- Problem requirements
Transcribe all of the data exactly. Images stay out.

Start of Data to use

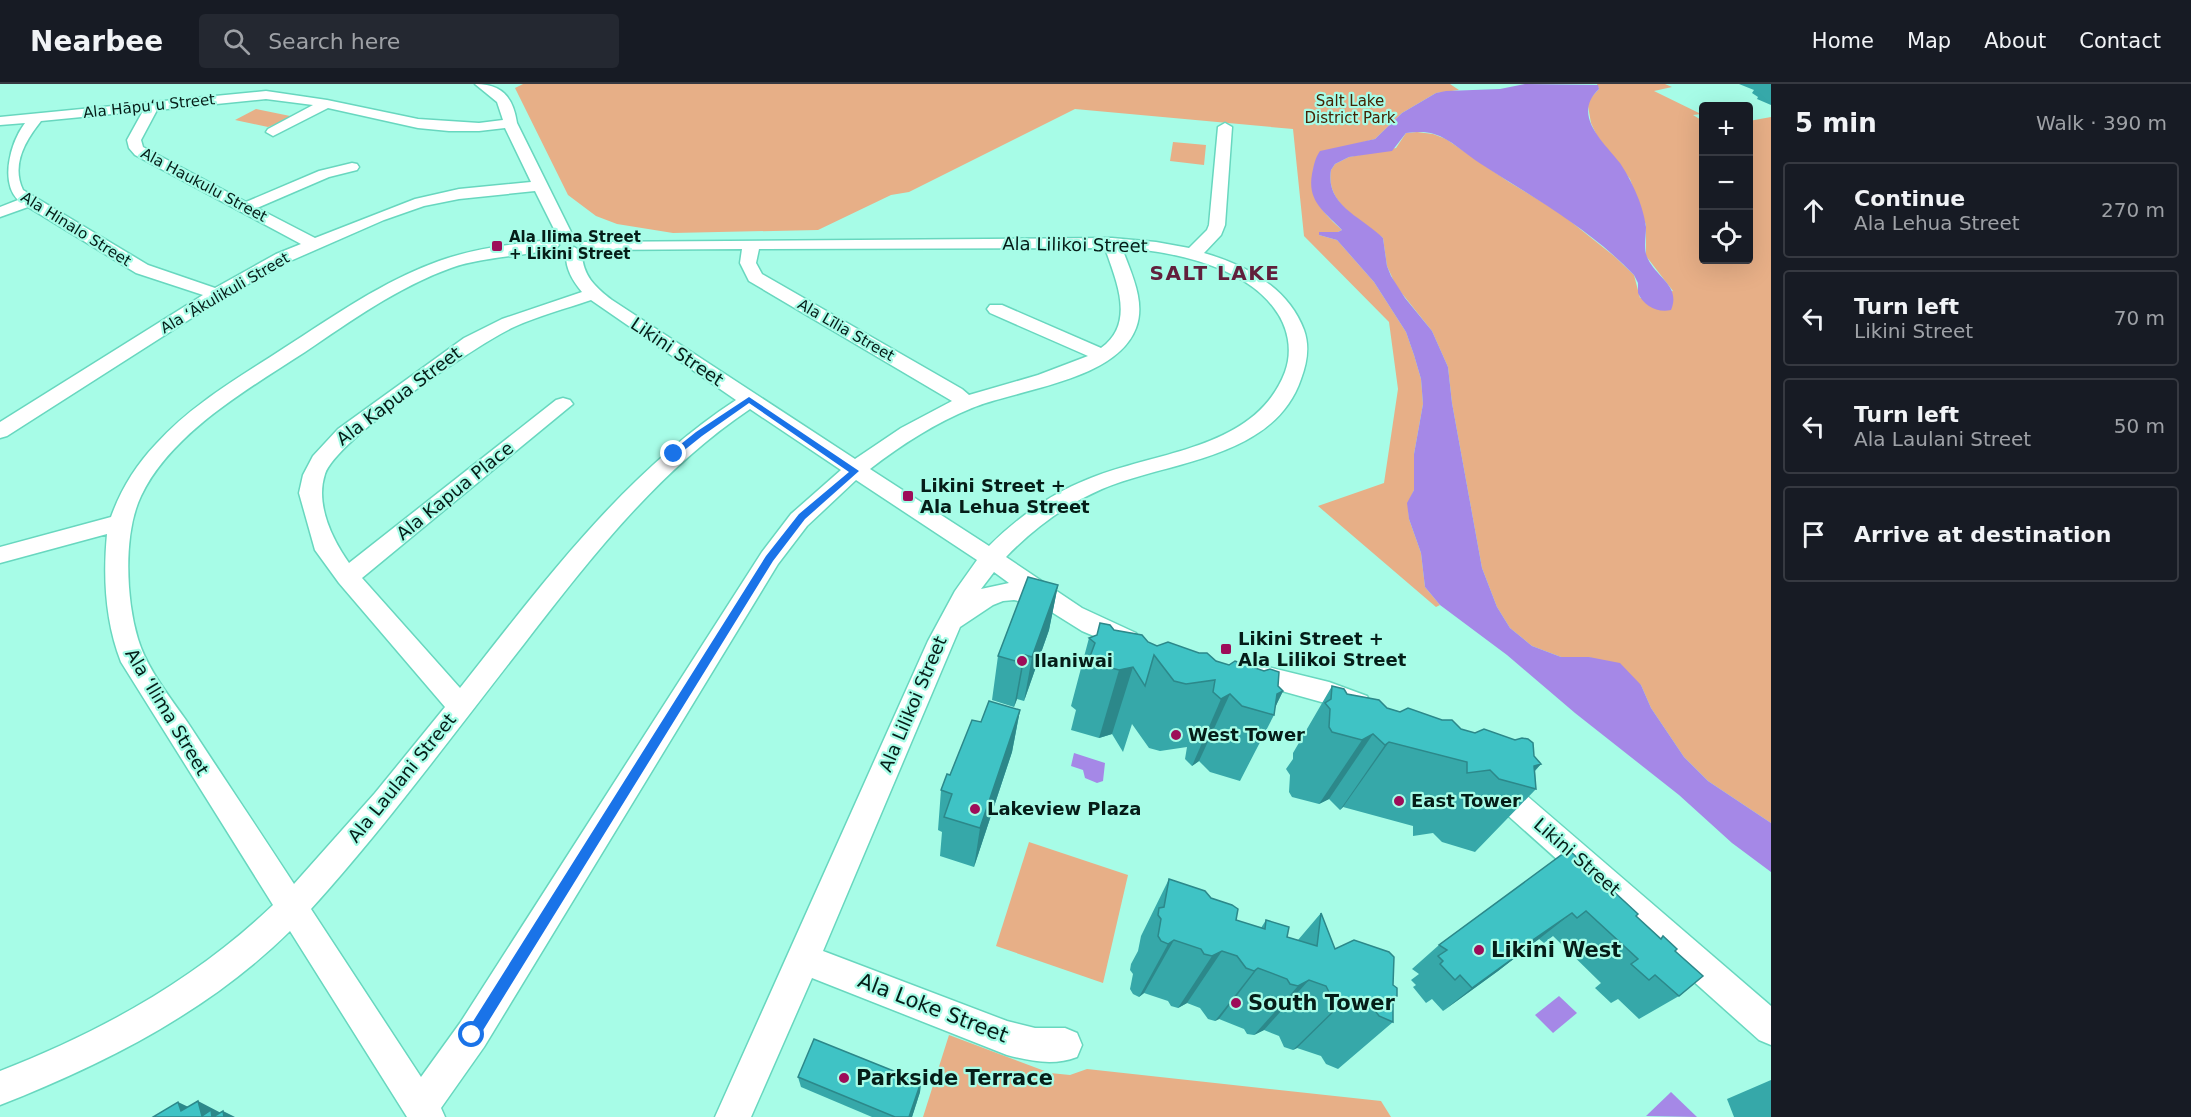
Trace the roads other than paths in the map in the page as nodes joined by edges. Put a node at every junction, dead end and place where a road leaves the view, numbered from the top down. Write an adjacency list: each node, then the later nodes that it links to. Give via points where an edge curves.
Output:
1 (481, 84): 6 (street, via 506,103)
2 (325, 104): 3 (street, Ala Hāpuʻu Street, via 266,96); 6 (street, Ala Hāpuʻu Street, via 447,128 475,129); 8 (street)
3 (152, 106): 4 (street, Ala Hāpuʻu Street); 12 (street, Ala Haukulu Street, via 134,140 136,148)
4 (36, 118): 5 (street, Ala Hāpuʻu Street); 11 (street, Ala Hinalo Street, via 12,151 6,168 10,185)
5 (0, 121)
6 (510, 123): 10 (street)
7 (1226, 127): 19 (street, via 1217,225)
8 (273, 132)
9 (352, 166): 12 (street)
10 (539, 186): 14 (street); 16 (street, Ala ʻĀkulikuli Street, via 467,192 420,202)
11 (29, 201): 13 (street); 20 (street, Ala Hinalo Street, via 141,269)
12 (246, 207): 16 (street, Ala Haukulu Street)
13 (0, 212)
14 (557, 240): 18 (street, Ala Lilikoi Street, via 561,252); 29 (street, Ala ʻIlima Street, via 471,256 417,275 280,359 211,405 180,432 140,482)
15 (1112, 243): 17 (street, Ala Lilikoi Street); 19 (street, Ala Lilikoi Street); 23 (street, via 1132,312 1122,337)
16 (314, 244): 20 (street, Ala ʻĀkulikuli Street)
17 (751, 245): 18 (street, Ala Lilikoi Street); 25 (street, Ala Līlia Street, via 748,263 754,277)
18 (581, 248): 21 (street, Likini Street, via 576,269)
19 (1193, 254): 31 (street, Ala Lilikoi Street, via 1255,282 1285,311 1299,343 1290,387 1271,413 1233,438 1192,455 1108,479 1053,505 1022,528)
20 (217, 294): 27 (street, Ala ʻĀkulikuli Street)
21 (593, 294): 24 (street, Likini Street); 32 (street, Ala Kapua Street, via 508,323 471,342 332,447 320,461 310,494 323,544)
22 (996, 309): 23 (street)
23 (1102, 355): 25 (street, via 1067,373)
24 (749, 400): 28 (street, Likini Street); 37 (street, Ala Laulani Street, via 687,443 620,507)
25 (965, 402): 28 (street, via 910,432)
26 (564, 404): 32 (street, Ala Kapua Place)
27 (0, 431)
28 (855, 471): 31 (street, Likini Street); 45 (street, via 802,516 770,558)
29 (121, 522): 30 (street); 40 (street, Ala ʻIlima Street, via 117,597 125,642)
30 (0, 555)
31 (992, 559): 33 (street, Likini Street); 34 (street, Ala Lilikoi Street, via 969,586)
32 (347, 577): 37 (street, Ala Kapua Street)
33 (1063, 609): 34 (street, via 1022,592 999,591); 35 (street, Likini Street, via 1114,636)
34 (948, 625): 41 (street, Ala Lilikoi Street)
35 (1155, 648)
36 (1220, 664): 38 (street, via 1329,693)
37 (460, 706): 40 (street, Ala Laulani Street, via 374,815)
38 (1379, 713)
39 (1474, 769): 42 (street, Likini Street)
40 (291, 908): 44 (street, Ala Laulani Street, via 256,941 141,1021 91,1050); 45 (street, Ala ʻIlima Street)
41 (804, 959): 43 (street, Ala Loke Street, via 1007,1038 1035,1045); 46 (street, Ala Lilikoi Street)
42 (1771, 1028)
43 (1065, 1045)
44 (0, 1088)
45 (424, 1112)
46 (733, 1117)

End of Data to use

- Written solution
Trace the roads other than paths in the map in the page as nodes joined by edges. Put a node at every junction, dead end and place where a road leaves the view, numbered from the top down. Write an adjacency list: each node, then the later nodes that it links to. Give via points where an edge curves.
Output:
1 (481, 84): 6 (street, via 506,103)
2 (325, 104): 3 (street, Ala Hāpuʻu Street, via 266,96); 6 (street, Ala Hāpuʻu Street, via 447,128 475,129); 8 (street)
3 (152, 106): 4 (street, Ala Hāpuʻu Street); 12 (street, Ala Haukulu Street, via 134,140 136,148)
4 (36, 118): 5 (street, Ala Hāpuʻu Street); 11 (street, Ala Hinalo Street, via 12,151 6,168 10,185)
5 (0, 121)
6 (510, 123): 10 (street)
7 (1226, 127): 19 (street, via 1217,225)
8 (273, 132)
9 (352, 166): 12 (street)
10 (539, 186): 14 (street); 16 (street, Ala ʻĀkulikuli Street, via 467,192 420,202)
11 (29, 201): 13 (street); 20 (street, Ala Hinalo Street, via 141,269)
12 (246, 207): 16 (street, Ala Haukulu Street)
13 (0, 212)
14 (557, 240): 18 (street, Ala Lilikoi Street, via 561,252); 29 (street, Ala ʻIlima Street, via 471,256 417,275 280,359 211,405 180,432 140,482)
15 (1112, 243): 17 (street, Ala Lilikoi Street); 19 (street, Ala Lilikoi Street); 23 (street, via 1132,312 1122,337)
16 (314, 244): 20 (street, Ala ʻĀkulikuli Street)
17 (751, 245): 18 (street, Ala Lilikoi Street); 25 (street, Ala Līlia Street, via 748,263 754,277)
18 (581, 248): 21 (street, Likini Street, via 576,269)
19 (1193, 254): 31 (street, Ala Lilikoi Street, via 1255,282 1285,311 1299,343 1290,387 1271,413 1233,438 1192,455 1108,479 1053,505 1022,528)
20 (217, 294): 27 (street, Ala ʻĀkulikuli Street)
21 (593, 294): 24 (street, Likini Street); 32 (street, Ala Kapua Street, via 508,323 471,342 332,447 320,461 310,494 323,544)
22 (996, 309): 23 (street)
23 (1102, 355): 25 (street, via 1067,373)
24 (749, 400): 28 (street, Likini Street); 37 (street, Ala Laulani Street, via 687,443 620,507)
25 (965, 402): 28 (street, via 910,432)
26 (564, 404): 32 (street, Ala Kapua Place)
27 (0, 431)
28 (855, 471): 31 (street, Likini Street); 45 (street, via 802,516 770,558)
29 (121, 522): 30 (street); 40 (street, Ala ʻIlima Street, via 117,597 125,642)
30 (0, 555)
31 (992, 559): 33 (street, Likini Street); 34 (street, Ala Lilikoi Street, via 969,586)
32 (347, 577): 37 (street, Ala Kapua Street)
33 (1063, 609): 34 (street, via 1022,592 999,591); 35 (street, Likini Street, via 1114,636)
34 (948, 625): 41 (street, Ala Lilikoi Street)
35 (1155, 648)
36 (1220, 664): 38 (street, via 1329,693)
37 (460, 706): 40 (street, Ala Laulani Street, via 374,815)
38 (1379, 713)
39 (1474, 769): 42 (street, Likini Street)
40 (291, 908): 44 (street, Ala Laulani Street, via 256,941 141,1021 91,1050); 45 (street, Ala ʻIlima Street)
41 (804, 959): 43 (street, Ala Loke Street, via 1007,1038 1035,1045); 46 (street, Ala Lilikoi Street)
42 (1771, 1028)
43 (1065, 1045)
44 (0, 1088)
45 (424, 1112)
46 (733, 1117)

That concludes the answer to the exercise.